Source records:
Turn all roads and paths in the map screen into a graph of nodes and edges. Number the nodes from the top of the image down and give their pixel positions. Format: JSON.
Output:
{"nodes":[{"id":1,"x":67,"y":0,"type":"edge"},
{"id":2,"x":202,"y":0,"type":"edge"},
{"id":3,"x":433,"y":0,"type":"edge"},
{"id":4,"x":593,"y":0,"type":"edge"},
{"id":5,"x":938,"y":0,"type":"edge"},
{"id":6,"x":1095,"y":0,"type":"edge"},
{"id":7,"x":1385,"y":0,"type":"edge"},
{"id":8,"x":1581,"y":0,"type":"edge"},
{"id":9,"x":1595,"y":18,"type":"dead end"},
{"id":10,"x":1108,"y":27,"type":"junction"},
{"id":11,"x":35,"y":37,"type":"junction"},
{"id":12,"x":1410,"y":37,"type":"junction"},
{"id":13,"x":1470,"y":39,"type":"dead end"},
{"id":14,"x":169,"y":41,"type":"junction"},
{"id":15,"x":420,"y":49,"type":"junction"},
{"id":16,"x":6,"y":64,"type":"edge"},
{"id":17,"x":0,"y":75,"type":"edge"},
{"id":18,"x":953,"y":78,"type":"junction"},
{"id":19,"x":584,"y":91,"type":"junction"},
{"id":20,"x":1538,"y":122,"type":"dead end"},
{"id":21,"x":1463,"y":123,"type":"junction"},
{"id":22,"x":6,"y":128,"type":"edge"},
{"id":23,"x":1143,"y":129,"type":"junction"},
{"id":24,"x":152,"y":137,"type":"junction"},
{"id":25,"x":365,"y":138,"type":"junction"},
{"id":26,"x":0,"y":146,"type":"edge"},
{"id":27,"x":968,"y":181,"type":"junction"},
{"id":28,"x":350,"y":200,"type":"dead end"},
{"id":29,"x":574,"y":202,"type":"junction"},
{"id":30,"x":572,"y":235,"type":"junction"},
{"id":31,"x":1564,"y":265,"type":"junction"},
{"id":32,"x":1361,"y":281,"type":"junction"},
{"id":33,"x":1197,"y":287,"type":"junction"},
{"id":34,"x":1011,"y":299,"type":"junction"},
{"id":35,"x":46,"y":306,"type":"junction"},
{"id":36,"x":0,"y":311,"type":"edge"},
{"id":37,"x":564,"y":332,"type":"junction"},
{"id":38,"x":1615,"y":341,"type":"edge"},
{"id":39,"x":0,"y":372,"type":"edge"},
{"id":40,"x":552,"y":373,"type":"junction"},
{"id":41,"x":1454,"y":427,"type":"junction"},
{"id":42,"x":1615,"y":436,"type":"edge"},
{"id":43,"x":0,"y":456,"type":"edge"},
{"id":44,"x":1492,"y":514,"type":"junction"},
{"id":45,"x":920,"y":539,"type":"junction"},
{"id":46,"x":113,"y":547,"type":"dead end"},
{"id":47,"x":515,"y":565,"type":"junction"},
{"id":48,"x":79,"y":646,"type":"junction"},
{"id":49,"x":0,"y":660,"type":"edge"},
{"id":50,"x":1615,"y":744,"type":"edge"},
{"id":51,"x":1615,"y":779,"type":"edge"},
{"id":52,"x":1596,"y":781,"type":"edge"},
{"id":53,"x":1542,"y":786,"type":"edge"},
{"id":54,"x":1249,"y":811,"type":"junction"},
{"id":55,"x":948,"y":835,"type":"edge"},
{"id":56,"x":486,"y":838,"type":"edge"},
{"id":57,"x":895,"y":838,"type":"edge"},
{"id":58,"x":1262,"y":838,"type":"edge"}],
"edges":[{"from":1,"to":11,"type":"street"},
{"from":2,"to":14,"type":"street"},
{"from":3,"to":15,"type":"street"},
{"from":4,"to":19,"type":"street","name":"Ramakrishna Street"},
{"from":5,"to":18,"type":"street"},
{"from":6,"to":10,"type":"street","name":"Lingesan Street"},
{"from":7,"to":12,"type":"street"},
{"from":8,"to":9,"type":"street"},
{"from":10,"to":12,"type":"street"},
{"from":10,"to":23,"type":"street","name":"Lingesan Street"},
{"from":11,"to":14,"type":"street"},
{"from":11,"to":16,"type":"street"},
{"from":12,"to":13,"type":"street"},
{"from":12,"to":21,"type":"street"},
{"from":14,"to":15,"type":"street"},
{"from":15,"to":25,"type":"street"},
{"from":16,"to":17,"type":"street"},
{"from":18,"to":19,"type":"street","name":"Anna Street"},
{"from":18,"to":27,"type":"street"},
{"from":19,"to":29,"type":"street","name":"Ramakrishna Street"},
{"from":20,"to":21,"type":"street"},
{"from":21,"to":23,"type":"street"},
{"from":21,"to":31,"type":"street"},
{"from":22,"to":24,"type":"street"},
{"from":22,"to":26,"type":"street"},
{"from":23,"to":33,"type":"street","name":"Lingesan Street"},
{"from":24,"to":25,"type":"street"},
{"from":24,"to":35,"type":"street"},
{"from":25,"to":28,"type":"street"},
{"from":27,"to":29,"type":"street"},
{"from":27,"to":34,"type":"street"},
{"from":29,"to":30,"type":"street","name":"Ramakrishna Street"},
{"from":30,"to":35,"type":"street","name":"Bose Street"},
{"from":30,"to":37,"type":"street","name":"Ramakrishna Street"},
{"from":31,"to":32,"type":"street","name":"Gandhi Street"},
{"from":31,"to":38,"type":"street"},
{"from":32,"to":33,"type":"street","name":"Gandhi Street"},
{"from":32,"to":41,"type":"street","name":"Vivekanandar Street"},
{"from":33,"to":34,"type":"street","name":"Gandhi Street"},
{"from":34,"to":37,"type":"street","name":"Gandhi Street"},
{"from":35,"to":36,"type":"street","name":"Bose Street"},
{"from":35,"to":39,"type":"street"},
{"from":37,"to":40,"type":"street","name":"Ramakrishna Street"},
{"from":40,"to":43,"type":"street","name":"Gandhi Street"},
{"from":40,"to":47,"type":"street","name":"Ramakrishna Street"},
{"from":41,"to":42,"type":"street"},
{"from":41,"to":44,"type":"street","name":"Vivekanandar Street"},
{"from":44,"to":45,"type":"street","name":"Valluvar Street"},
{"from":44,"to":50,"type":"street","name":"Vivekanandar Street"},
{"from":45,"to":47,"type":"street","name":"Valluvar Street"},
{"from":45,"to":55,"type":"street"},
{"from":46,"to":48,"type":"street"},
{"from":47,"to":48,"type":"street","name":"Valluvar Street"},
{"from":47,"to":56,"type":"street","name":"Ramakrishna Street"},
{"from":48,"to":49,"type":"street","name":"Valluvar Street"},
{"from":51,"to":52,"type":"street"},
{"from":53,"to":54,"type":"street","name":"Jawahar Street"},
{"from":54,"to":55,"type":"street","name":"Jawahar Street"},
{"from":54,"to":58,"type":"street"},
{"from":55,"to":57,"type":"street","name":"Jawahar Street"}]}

• [Instructions for the task]:
Within the entries above, report how many lines contain the word "Bose"; the figure is all that is wanted.

• [Output for this task]:
2